Re: (blead patch) New TRIE regex patch

demerphq Sun, 27 Feb 2005 02:18:16 -0800

On Sat, 26 Feb 2005 17:20:20 +0000, [EMAIL PROTECTED] <[EMAIL PROTECTED]> wrote:
> demerphq <[EMAIL PROTECTED]> wrote:
> [...]
> :And pointed out that my fix was still wrong and then helped test the
> :attached patch to ensure it really was right this time. Sorry about
> :that.
> 
> Some meta considerations:
> - my patch program doesn't think like Windows; it helped to s/\r//
>  and to 's:\\:/:g if /^---/'


Ok, ill dos2unix the patches and convert the headers to a unix friendly format.

> - it would be helpful to use the same standard for indentation as perl:
>  indent is 4 spaces, tabs is 8, use tabs as much as possible

Ill do my best. My editor doesnt like mixing tabs and 4-space indents
tho. It has a mode to convert spaces to tabs so ill try that next
time.

> - the formatting is also suspect, which makes the code harder to read:
>  you are inconsistent, for example, about "a=b" v. "a = b". In general,
>  try to space operators consistently, when in doubt add a space.

Willdo. The occasional odd indentation is something i only noticed
recently and appears to be due to me using diff -w which i wont do
anymore.

> 
> Compiling gave some warnings:

Dang thats annoying, different C compilers seem to generate different
warnings. I dont see any of these. I think ill start doing cygwin
builds too just to see what gcc has to say.

> regcomp.c: In function `S_make_trie':
> regcomp.c:735: warning: unused variable `next_off'

Fixed.

> regcomp.c:785: warning: `scan' might be used uninitialized in this function
> regcomp.c:910: warning: `charid' might be used uninitialized in this function
> regcomp.c:915: warning: `scan' might be used uninitialized in this function

All non problems as you mention below, and my compiler doesnt moan
about them. But ill initialize them as you ask.

> regexec.c: In function `S_regmatch':
> regexec.c:2490: warning: comparison of distinct pointer types lacks a cast
> regexec.c:2571: warning: comparison of distinct pointer types lacks a cast

Ok, Yitzchak mentioned this too, but i dont get a warning so i wasnt
sure what to do. Ill add an explicit cast to U8 *.
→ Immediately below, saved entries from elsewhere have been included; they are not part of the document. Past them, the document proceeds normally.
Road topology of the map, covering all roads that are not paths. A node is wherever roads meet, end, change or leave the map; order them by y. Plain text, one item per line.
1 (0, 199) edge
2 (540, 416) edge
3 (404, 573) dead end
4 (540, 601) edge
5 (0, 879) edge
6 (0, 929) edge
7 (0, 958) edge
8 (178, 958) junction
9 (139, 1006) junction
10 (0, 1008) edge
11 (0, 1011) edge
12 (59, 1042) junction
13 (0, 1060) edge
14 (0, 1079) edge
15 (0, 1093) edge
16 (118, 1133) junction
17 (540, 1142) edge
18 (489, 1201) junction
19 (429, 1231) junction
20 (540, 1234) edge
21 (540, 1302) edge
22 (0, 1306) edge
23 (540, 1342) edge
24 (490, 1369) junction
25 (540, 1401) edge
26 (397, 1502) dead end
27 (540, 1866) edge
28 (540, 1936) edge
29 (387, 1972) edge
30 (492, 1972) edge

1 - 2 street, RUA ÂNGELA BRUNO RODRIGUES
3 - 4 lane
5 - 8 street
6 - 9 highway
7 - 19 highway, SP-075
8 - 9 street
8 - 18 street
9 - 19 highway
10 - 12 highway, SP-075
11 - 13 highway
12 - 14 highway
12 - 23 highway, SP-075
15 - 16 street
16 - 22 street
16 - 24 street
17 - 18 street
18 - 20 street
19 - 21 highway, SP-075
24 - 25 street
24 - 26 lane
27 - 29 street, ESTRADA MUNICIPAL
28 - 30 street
> regexec.c:2297: warning: `accept' might be used uninitialized in this function
> regexec.c:2562: warning: `uscan' might be used uninitialized in this function
> 
> The 'unused variable' warning is correct; so are the two 'distinct pointer
> types' warnings (U8* v char*); the 'might be used' warnings
> are wrong, but it took quite an effort to determine that for all but the
> 'charid' case: I'd be tempted to initialise each of the pointers 'scan',
> 'accept' and 'uscan' to '(U8*)NULL' to clarify, and ensure at least
> reasonably deterministic behaviour in the case of a bug.

Ok, im sorry about these, ive mentioned above what ill do about them.
I left some of them uninitialized as this is supposed to be fast code
and i checked their usage, but if you think that initializing them is
better then no problem.

> 
> (I also notice other warnings not caused by this patch:
> pp_sys.c: In function `Perl_pp_sysread':
> pp_sys.c:1701: warning: value computed is not used
> pp_pack.c: In function `S_next_symbol':
> pp_pack.c:800: warning: `allowed' might be used uninitialized in this function
> pp_pack.c: In function `S_unpack_rec':
> pp_pack.c:1152: warning: `last' might be used uninitialized in this function
> pp_pack.c:1313: warning: `bits' might be used uninitialized in this function
> pp_pack.c:1324: warning: `bits' might be used uninitialized in this function
> pp_pack.c:1350: warning: `bits' might be used uninitialized in this function
> pp_pack.c:1361: warning: `bits' might be used uninitialized in this function
> .. which it would be nice to see cleaned up.)

I think the pack ones are works in progress by someone else right now,
But ill look at the pp_sys ones.

> I'm somewhat worried about the tests: there don't seem to be very many
> (13 new tests, if the 100 numbers are seen as a single test),

Well, i did actually start to add cases but as i reviewed the checks
already present I realized there already exists a whole host of tests
which verify this behaviour already. I added the ones that i felt
necessary to cover the gaps. But the behaviour of alternations
appeared to me to be reasonably well covered. I just did a count and
it would appear that about 125 tests in re_tests would end up
exercising the TRIE code. Thats about %13 so i think the general test
suite pretty well covers the TRIE stuff.

> and some
> of them are relying on non-guaranteed aspects of the regexp engine (eg:
>    "words"=~/(word|word|word)(?{push @got,$1})s$/;
>    ok(@got==1,"TRIE optimation is working") or warn "# @got";
> ). In general an optimisation should have no discernible effect on
> anything except resource use, so I'd expect it to be somewhere between
> difficult and impossible to test that the optimisation is occurring
> unless there are low-level debugging features that allow you to check.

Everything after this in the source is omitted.